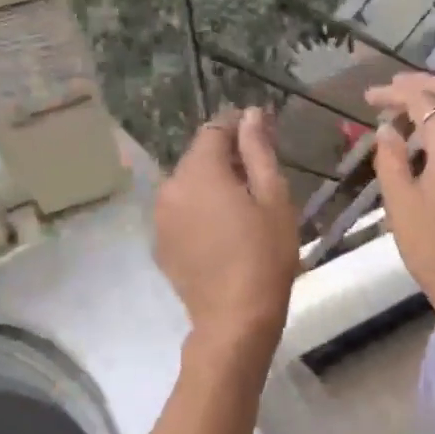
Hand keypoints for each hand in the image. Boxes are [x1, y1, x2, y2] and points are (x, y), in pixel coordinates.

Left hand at [154, 107, 299, 360]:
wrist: (234, 319)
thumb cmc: (265, 255)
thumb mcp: (273, 197)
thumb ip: (258, 150)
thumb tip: (250, 114)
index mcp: (200, 171)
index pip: (215, 129)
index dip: (238, 127)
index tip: (262, 136)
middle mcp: (171, 187)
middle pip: (199, 157)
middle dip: (227, 158)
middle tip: (260, 179)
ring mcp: (161, 217)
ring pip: (189, 184)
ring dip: (212, 185)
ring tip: (243, 208)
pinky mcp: (161, 243)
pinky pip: (182, 211)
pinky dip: (200, 210)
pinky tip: (223, 233)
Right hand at [363, 72, 434, 316]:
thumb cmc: (433, 248)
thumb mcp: (400, 203)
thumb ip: (391, 158)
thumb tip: (388, 130)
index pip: (423, 102)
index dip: (395, 93)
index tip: (370, 97)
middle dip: (423, 85)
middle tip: (394, 86)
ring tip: (408, 113)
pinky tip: (433, 143)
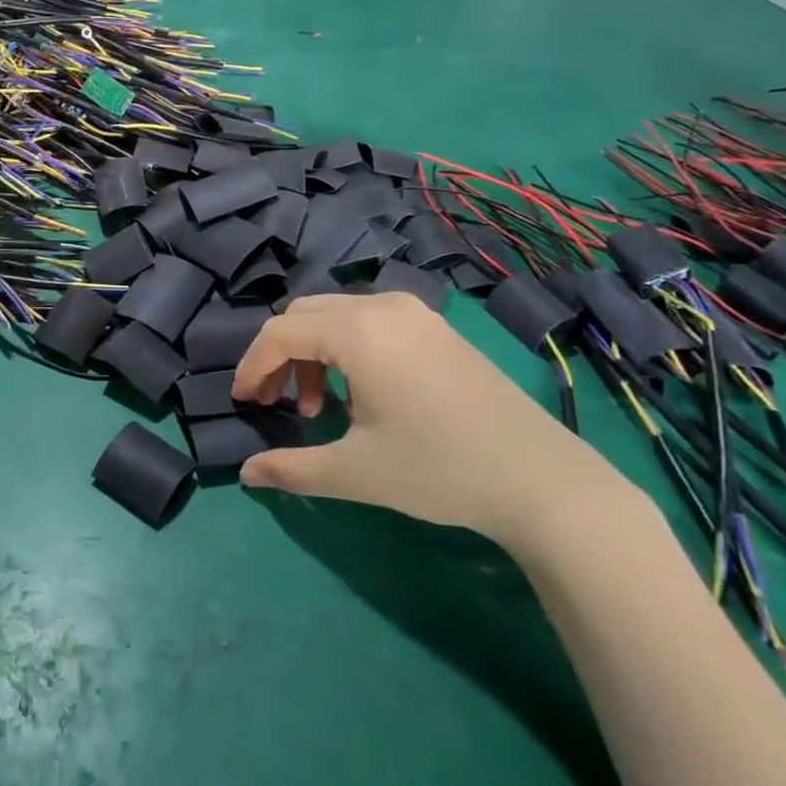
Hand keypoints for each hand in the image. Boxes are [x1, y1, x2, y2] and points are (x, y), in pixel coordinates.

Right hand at [230, 292, 635, 546]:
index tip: (243, 402)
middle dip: (279, 356)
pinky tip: (361, 395)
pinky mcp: (436, 328)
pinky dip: (346, 348)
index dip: (252, 366)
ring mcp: (414, 313)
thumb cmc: (440, 470)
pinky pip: (370, 321)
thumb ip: (292, 468)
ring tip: (322, 409)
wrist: (542, 479)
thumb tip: (246, 473)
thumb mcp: (356, 472)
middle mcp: (382, 306)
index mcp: (357, 331)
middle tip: (276, 404)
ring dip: (313, 353)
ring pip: (337, 315)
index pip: (280, 333)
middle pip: (304, 315)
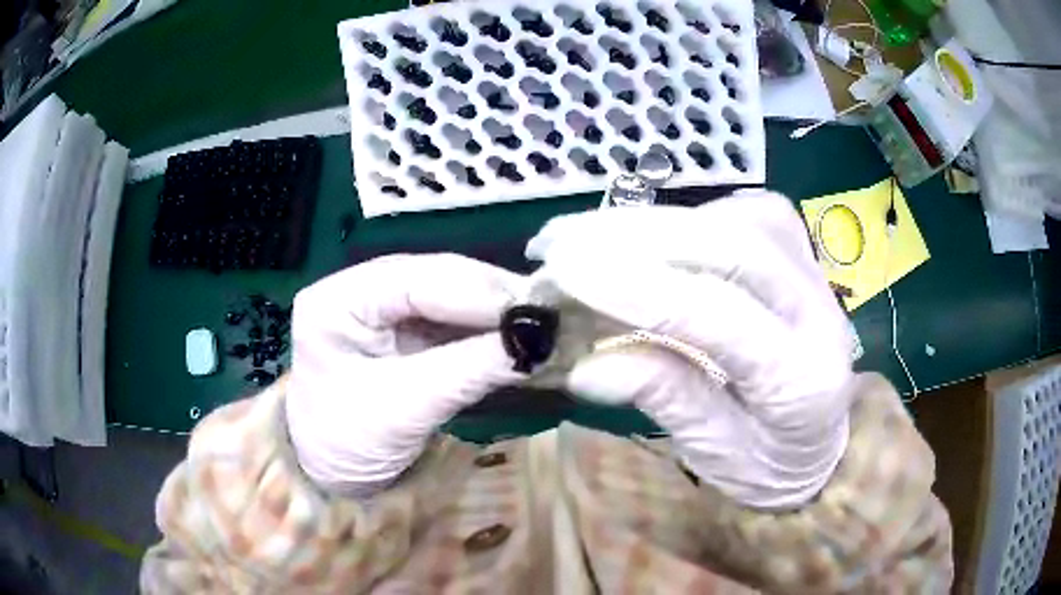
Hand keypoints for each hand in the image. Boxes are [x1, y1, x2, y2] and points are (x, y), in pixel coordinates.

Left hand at [285, 254, 524, 496]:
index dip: (477, 291)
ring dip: (495, 310)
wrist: (334, 474)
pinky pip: (451, 318)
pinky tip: (517, 332)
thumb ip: (469, 370)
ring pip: (449, 294)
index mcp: (337, 299)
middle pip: (434, 277)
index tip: (534, 309)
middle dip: (492, 296)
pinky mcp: (403, 328)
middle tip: (548, 312)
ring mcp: (381, 306)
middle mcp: (358, 289)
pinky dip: (486, 328)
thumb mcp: (407, 407)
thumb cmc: (350, 444)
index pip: (414, 279)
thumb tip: (537, 341)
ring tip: (542, 320)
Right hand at [526, 191, 854, 508]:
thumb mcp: (715, 454)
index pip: (720, 316)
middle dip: (636, 236)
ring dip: (656, 222)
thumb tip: (585, 367)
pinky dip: (690, 218)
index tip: (563, 269)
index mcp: (801, 379)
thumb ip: (664, 400)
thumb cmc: (770, 463)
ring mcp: (815, 272)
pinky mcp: (801, 253)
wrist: (823, 443)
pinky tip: (652, 236)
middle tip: (559, 242)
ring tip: (587, 237)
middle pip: (732, 246)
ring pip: (738, 218)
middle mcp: (819, 311)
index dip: (638, 286)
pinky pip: (744, 213)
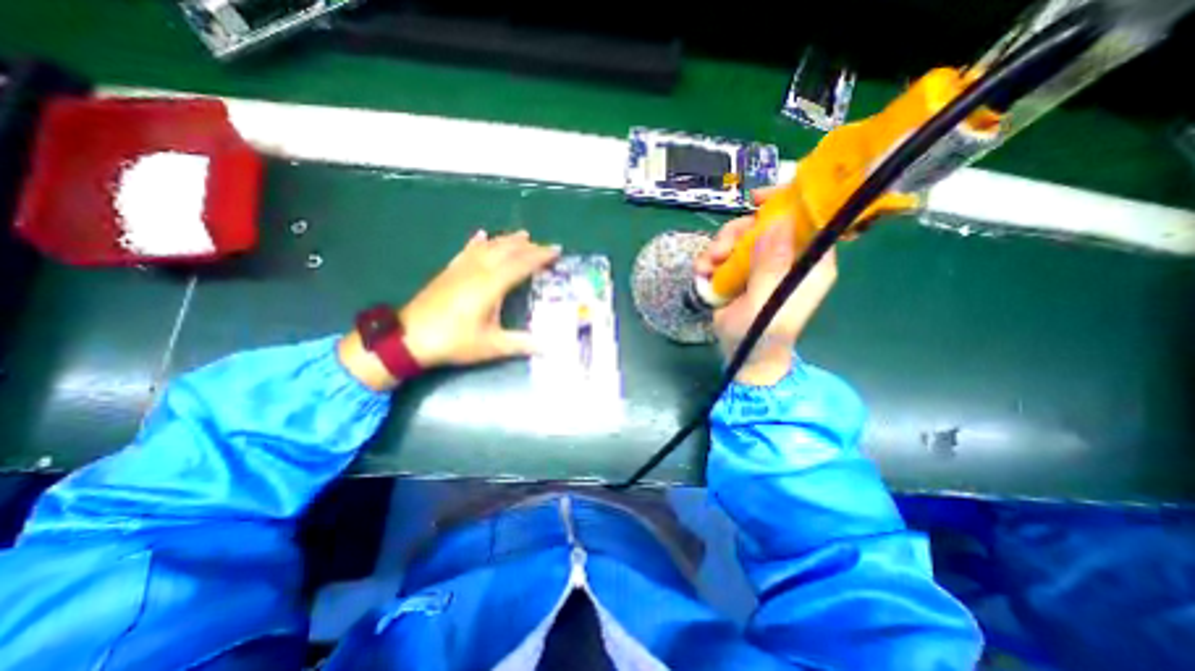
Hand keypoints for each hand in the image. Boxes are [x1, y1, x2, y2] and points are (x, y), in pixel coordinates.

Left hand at [335, 229, 559, 389]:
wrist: (408, 338)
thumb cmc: (453, 341)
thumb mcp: (491, 346)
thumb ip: (521, 344)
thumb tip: (549, 348)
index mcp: (491, 285)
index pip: (521, 264)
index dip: (540, 256)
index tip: (557, 250)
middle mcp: (478, 271)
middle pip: (507, 251)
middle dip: (529, 247)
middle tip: (546, 246)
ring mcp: (461, 269)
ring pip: (488, 247)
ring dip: (507, 240)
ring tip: (523, 235)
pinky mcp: (449, 271)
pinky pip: (467, 250)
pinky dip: (478, 242)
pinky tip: (482, 235)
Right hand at [697, 188, 833, 386]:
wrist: (741, 355)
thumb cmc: (760, 335)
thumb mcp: (764, 303)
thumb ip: (771, 266)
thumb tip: (778, 222)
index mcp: (809, 264)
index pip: (808, 219)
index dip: (786, 202)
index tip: (756, 200)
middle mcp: (788, 259)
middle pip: (766, 224)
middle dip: (738, 233)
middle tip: (719, 251)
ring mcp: (763, 265)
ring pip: (742, 237)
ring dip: (719, 247)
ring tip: (707, 266)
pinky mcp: (742, 272)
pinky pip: (726, 253)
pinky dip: (711, 259)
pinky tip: (703, 273)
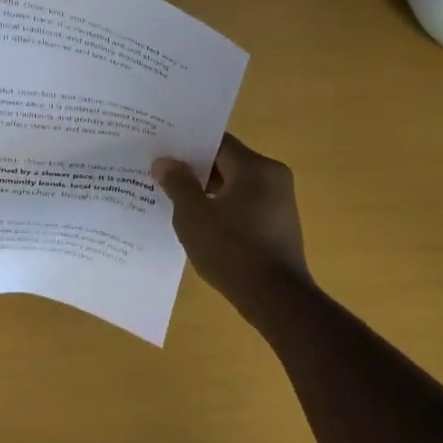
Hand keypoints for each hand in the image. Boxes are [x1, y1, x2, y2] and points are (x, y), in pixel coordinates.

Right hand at [152, 133, 311, 309]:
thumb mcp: (194, 217)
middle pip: (227, 162)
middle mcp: (273, 176)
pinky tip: (201, 223)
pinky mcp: (279, 224)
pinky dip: (224, 208)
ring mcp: (280, 201)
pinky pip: (246, 204)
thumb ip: (178, 184)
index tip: (162, 151)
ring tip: (175, 200)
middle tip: (163, 175)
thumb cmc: (232, 251)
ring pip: (236, 185)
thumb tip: (164, 161)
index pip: (217, 142)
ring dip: (208, 191)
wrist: (277, 299)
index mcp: (255, 167)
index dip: (187, 145)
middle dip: (195, 169)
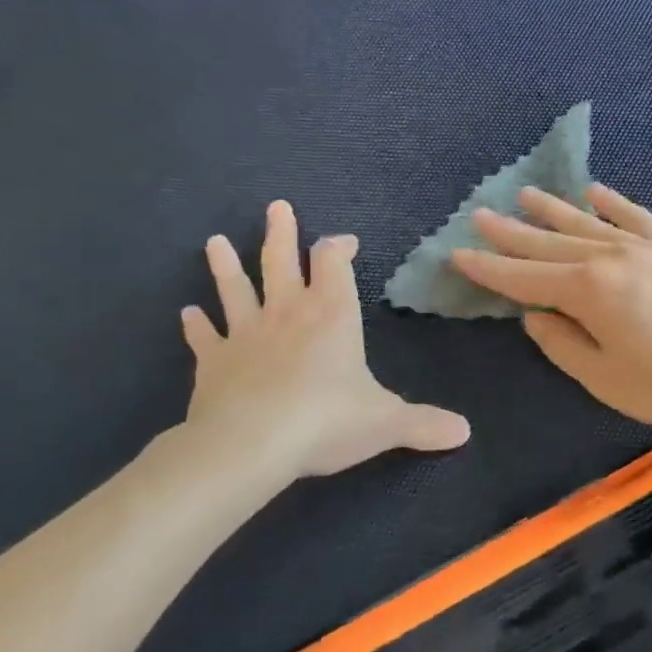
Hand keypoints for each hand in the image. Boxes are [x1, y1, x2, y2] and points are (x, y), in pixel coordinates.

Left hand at [182, 200, 470, 478]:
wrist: (251, 444)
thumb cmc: (325, 421)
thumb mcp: (386, 423)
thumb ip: (423, 425)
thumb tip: (464, 432)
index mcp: (331, 316)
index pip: (334, 264)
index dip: (338, 247)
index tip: (344, 241)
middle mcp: (286, 314)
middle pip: (280, 262)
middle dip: (281, 234)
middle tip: (276, 207)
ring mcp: (245, 334)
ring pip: (234, 289)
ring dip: (225, 266)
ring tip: (214, 242)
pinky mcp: (212, 362)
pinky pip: (204, 337)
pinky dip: (195, 326)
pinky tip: (187, 314)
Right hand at [452, 185, 651, 437]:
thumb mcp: (608, 380)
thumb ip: (563, 345)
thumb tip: (534, 317)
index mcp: (589, 292)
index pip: (525, 277)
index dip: (489, 268)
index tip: (457, 254)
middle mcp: (611, 258)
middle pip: (550, 242)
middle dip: (511, 232)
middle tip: (479, 214)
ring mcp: (646, 248)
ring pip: (587, 223)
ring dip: (553, 210)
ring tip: (524, 196)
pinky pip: (636, 217)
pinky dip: (613, 203)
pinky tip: (595, 191)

* Exercise *
Nothing but the lines above, starting at the line that contains "index mcp: (801, 379)" and ending at the line that contains "middle mcp: (788, 259)", should be given again, exactly and without the pictures.

* Answer to this task *
index mcp: (801, 379)
thumb ip: (664, 400)
thumb cmc: (770, 463)
ring mcp: (815, 272)
pinky mcp: (801, 253)
wrist: (823, 443)
pinky tip: (652, 236)
middle tip: (559, 242)
ring tip: (587, 237)
middle pip: (732, 246)
ring pip: (738, 218)
middle mcp: (819, 311)
index dip: (638, 286)
pinky pip: (744, 213)
Hand keypoints for each hand in the image. Boxes are [x1, y1, x2, y2] and points are (x, y), in pixel coordinates.

Left hand at [335, 229, 559, 389]:
wrist: (408, 338)
thumb cmc: (453, 341)
thumb mcp: (491, 346)
thumb ip: (521, 344)
thumb tip: (549, 348)
index mcp: (491, 285)
index pip: (521, 264)
index dip: (540, 256)
index tip: (557, 250)
middle mcp: (478, 271)
middle pip: (507, 251)
middle dip: (529, 247)
middle tip: (546, 246)
ring mcp: (461, 269)
ring pip: (488, 247)
ring dip: (507, 240)
ring tip: (523, 235)
pinky mcp: (449, 271)
pinky pip: (467, 250)
pinky dip: (478, 242)
pinky tip: (482, 235)
Right hand at [697, 188, 833, 386]:
wrist: (741, 355)
thumb cmc: (760, 335)
thumb mcp: (764, 303)
thumb ip: (771, 266)
thumb tip: (778, 222)
index mcp: (809, 264)
index pip: (808, 219)
index dip: (786, 202)
index tip: (756, 200)
middle mcp: (788, 259)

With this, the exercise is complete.